Abstract:
A method and system, compatible with low-voltage CMOS technology, for controlling the charging of a battery. The method includes monitoring a battery voltage with respect to a threshold voltage. The method further includes coupling a charging control logic supply to ground, generating an active low first control signal, inverting the active low first control signal, and charging the battery at a first rate when the battery voltage is below the threshold voltage. The method further includes coupling the charging control logic supply to the battery voltage, generating an active high second control signal, and charging the battery at a second rate when the battery voltage exceeds the threshold voltage. The first charging rate is slower than the second charging rate. The method further includes supplying battery power to a charger line when the battery voltage exceeds the charger voltage, and suppressing a leakage current.

Description:
CROSS-REFERENCE TO RELATED APPLICATIONS 
     This application is a continuation of U.S. patent application Ser. No. 10/694,188, entitled “METHODS AND SYSTEMS FOR BATTERY CHARGING CONTROL BASED ON CMOS TECHNOLOGY,” filed Oct. 28, 2003, which is herein incorporated by reference in its entirety. 
    
    
     BACKGROUND OF THE INVENTION 
     1. Field of the Invention 
     The present invention is related to battery charging circuits and, more particularly, to battery charging control circuits based on CMOS technology. 
     2. Related Art 
     Most portable electronics require batteries to supply power. When batteries are discharged to a low voltage level, chargers are required to charge the batteries to working condition. Li-Ion batteries need to be charged to about 4.2 V and NiMH/NiCd batteries need to be charged to about 5 V. 

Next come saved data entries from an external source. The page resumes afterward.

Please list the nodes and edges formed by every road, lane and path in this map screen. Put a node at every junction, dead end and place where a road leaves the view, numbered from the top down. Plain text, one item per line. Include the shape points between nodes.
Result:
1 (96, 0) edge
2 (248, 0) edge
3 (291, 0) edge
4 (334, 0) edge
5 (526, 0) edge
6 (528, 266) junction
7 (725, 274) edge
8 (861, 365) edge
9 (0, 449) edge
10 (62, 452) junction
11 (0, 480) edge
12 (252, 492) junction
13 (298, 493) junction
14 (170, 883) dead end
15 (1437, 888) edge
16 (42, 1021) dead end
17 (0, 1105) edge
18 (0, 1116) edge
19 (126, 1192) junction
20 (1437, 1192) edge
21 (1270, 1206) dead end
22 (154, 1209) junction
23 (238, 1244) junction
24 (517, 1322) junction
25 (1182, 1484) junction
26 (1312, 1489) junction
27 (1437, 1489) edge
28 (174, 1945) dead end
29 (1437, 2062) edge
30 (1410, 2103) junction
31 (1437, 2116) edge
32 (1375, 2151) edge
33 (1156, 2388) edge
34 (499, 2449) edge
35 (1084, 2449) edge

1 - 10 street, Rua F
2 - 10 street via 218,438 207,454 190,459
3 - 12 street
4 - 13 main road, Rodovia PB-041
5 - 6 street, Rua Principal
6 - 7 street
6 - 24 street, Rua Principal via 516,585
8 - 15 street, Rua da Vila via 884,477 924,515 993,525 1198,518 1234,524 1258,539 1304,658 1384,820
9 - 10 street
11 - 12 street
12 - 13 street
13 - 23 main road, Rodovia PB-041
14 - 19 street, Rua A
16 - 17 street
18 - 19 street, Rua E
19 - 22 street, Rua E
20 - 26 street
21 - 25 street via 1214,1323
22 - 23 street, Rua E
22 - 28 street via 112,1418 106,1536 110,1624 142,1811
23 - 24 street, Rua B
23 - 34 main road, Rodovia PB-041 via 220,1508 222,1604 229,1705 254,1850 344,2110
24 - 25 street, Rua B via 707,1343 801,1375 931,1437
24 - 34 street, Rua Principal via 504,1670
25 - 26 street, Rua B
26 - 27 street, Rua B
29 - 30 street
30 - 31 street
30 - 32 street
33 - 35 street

     A battery charging control circuit controls the charging sequence to ensure that the charger safely charges the battery from a deeply discharged state to a fully charged state. There are at least two steps in the charging sequence, a slow charging mode and a fast charging mode. The battery charging control circuit initiates a charging mode according to the threshold voltage of the battery. For example, the threshold voltage of a Li-Ion battery is about 2.7 V. When the battery voltage is below the threshold voltage, the battery charging control circuit initiates the slow charging mode for safety. The slow charging mode current is about 40 mA. Because the voltage level is too low in this mode, the battery should not power external devices or the battery charging control circuit. The charger usually powers the battery charging control circuit in the slow charging mode. When the battery voltage is above the threshold voltage, the battery charging control circuit initiates the fast charging mode. The fast charging mode current is typically around 1 A. In this mode, the battery can power external devices and the battery charging control circuit. 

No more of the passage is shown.